The Old Firm derby was a prime example, a frenetic encounter featuring a commanding performance in the Celtic goal from Craig Gordon, a player who sadly was never able to fulfil his seemingly bottomless potential on Wearside.

Martyn Waghorn

Martyn Waghorn

Gordon signed for Sunderland on my 16th birthday, the greatest present possible for a young lad who idolised a string of brilliant keepers. Thomas Sorenson, Mart Poom, Kelvin Dav... well, perhaps not him. It makes returning to the North East an even greater thrill, at a time when a young lad from Washington looks set to eclipse them all.

Gordon’s Old Firm win also featured a rather forgettable substitute cameo appearance from Martyn Waghorn, a moment at which the thought occurred that it often seems like you can turn on the TV on any given day and watch a former Sunderland player who will bring thousands of memories flooding back. Good, bad, indifferent, one of the truly remarkable things about following Sunderland is the extraordinarily diverse cast of characters who have played their part in the story.

There has been talk for many a year of the club’s identity, or lack thereof, and certainly there have been times when this tale has strayed too close to tragedy and comedy.

They’ve always been enough to keep me interested, creating a tale that you can’t put down or let go, once it’s become a part of you. That’s a lesson that became clear on the first proper game I watched through neutral eyes, six years ago. The other Scottish derby, Hearts v Hibs.

Kenwyne Jones

Kenwyne Jones

Those who have been will know that going to Tynecastle, home of Hearts, is a very special footballing experience in itself; an old-fashioned ground that doesn’t reveal itself until the very last moment, hidden behind rows of terraced housing, social clubs, newsagents and greasy spoon cafes.

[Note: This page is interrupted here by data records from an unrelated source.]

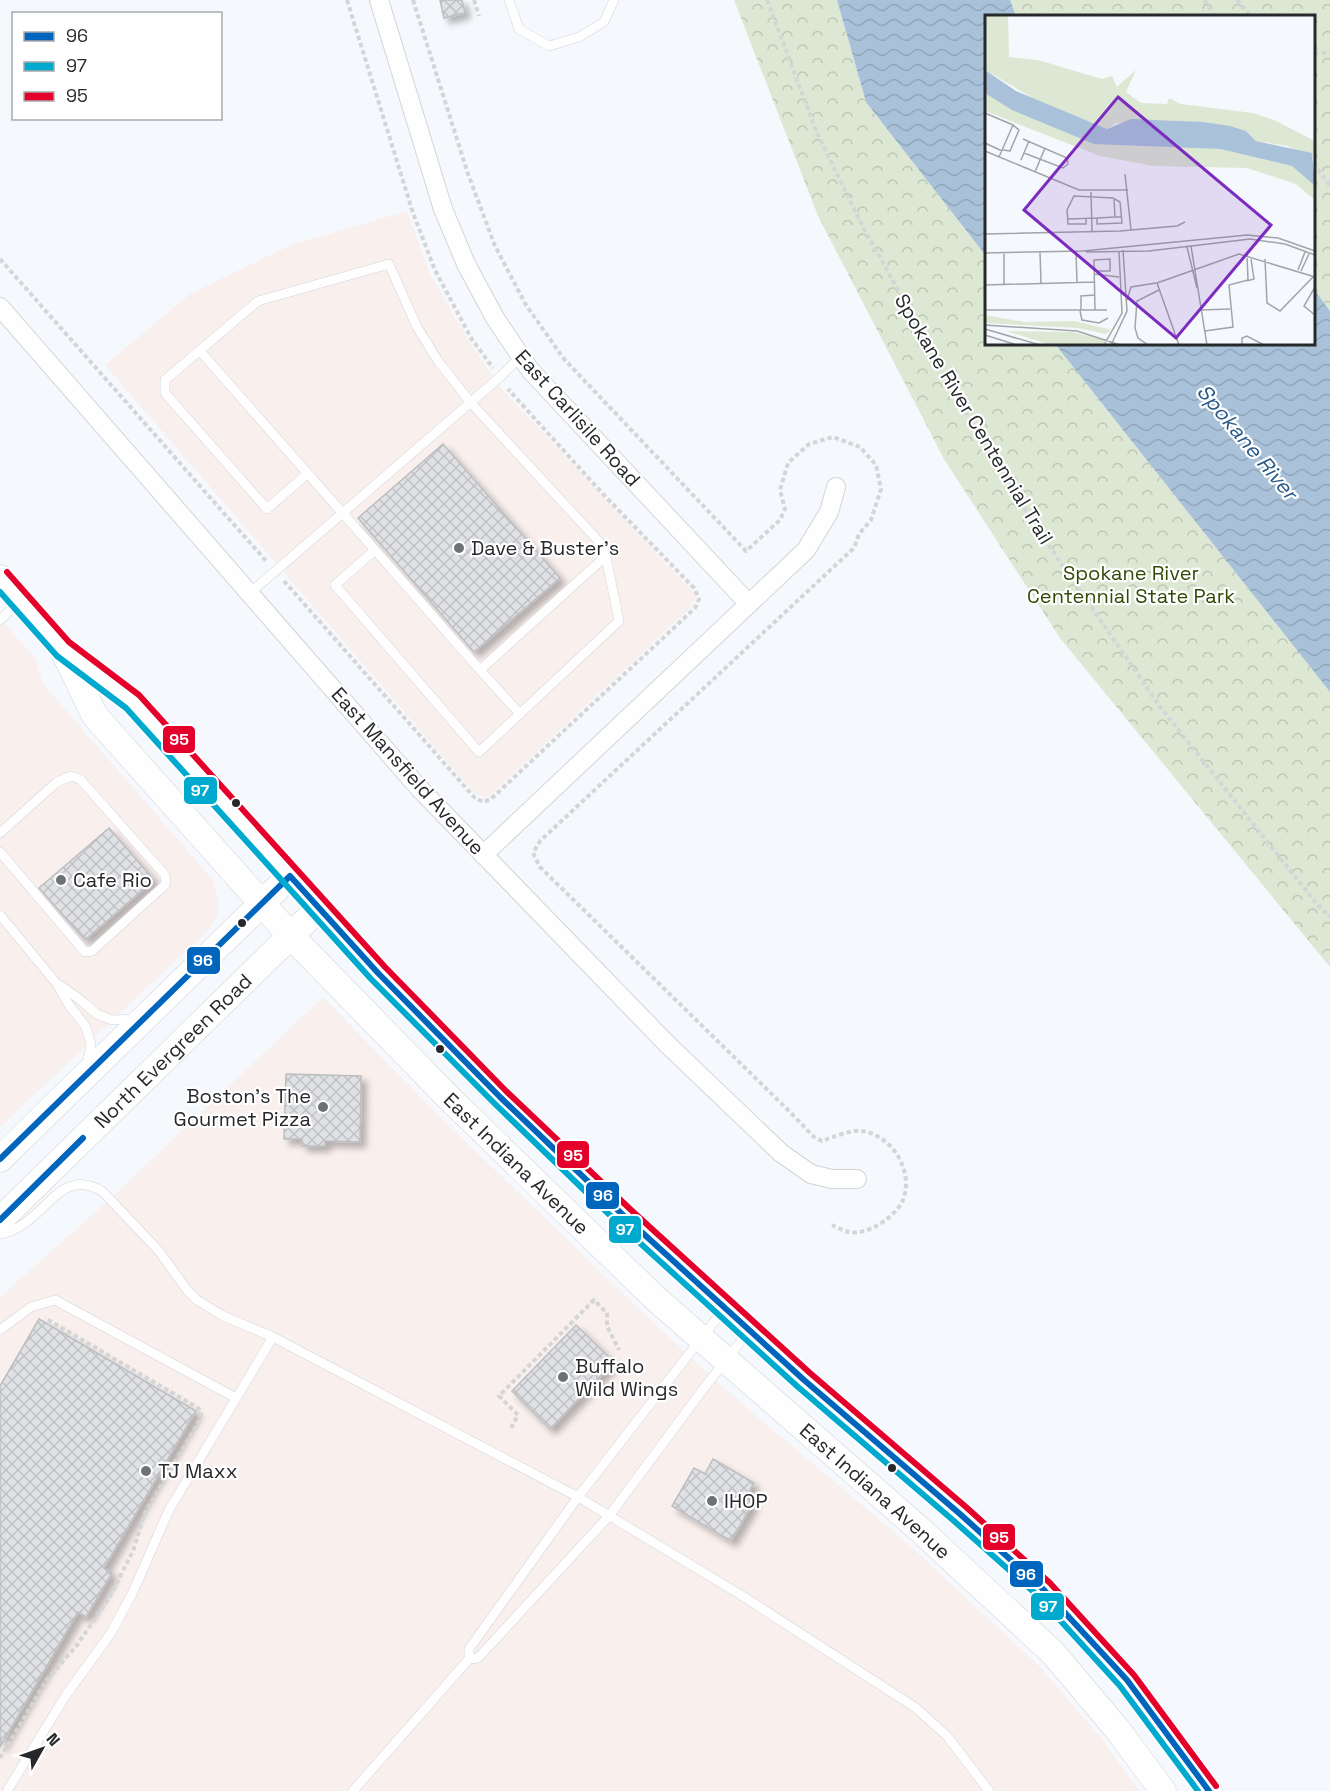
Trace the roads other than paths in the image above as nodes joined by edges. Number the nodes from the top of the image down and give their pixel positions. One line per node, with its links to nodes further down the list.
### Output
1 (379, 0): 6 (street, East Carlisile Road)
2 (509, 0): 3 (lane)
3 (614, 0)
4 (0, 307): 14 (street, East Mansfield Avenue)
5 (200, 351): 7 (lane); 8 (lane); 8 (lane)
6 (521, 356): 7 (lane); 16 (street, East Carlisile Road)
7 (471, 403): 10 (lane); 12 (lane)
8 (307, 474): 10 (lane)
9 (836, 487): 16 (street)
10 (343, 514): 11 (lane); 14 (lane)
11 (375, 550): 19 (lane); 20 (lane)
12 (606, 556): 19 (lane); 20 (lane)
13 (0, 578): 15 (main road, East Indiana Avenue)
14 (250, 593): 23 (street, East Mansfield Avenue)
15 (21, 601): 17 (lane); 18 (main road, East Indiana Avenue)
16 (749, 604): 23 (street)
17 (0, 620)
18 (63, 649): 24 (main road, East Indiana Avenue); 25 (main road, East Indiana Avenue)
19 (480, 670): 20 (lane)
20 (520, 714)
21 (0, 833): 22 (lane)
22 (0, 852)
23 (483, 855): 33 (street, East Mansfield Avenue)
24 (290, 876): 25 (main road); 26 (main road, East Indiana Avenue)
25 (261, 903): 28 (main road, East Indiana Avenue); 30 (main road)
26 (319, 908): 28 (main road, North Evergreen Road); 36 (main road, East Indiana Avenue)
27 (0, 915): 29 (lane)
28 (290, 935): 34 (main road, North Evergreen Road); 40 (main road, East Indiana Avenue)
29 (57, 984): 30 (lane); 31 (lane)
30 (144, 1018): 31 (main road)
31 (84, 1076): 32 (main road)
32 (0, 1159)
33 (857, 1179)
34 (0, 1220)
35 (0, 1234): 39 (lane)
36 (725, 1308): 38 (main road, East Indiana Avenue); 40 (lane)
37 (0, 1330): 42 (lane)
38 (750, 1330): 41 (lane); 50 (main road, East Indiana Avenue)
39 (273, 1337): 42 (lane); 43 (lane)
40 (700, 1339): 41 (main road, East Indiana Avenue); 43 (lane)
41 (725, 1361): 44 (lane); 49 (main road, East Indiana Avenue)
42 (236, 1398): 46 (lane)
43 (578, 1497): 44 (lane); 45 (lane)
44 (609, 1516): 45 (lane); 48 (lane)
45 (469, 1659): 47 (lane)
46 (7, 1791)
47 (353, 1791)
48 (989, 1791)
49 (1163, 1791)
50 (1209, 1791)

From the traditional turnstiles to steep stands ending just centimetres from the pitch, its in this day and age a unique experience.

Yet even in its thrall, you are left thinking of Sunderland.

The teamsheets drop, and up front for Hearts is Stephen Elliott. A name that brings back memories of stunning strikes against Manchester and Newcastle United, but also of a team ill-equipped and unable to survive the top tier. Peter Reid’s brilliant side was my first, but that team gave me a much better idea of what it is to follow Sunderland.

Leading the line for Hibs is Roy O’Donovan, and suddenly your mind races to last-minute bedlam at St Andrew’s. O’Donovan lying on top of Birmingham keeper Colin Doyle and inexplicably getting away with it; Stern John slamming home at the far post for a precious point, Keano and Quinny’s magic carpet ride sailing on for another day. That side made me fall in love all over again.

Perhaps unsuprisingly, that Tynecastle clash was settled by players elsewhere on the pitch.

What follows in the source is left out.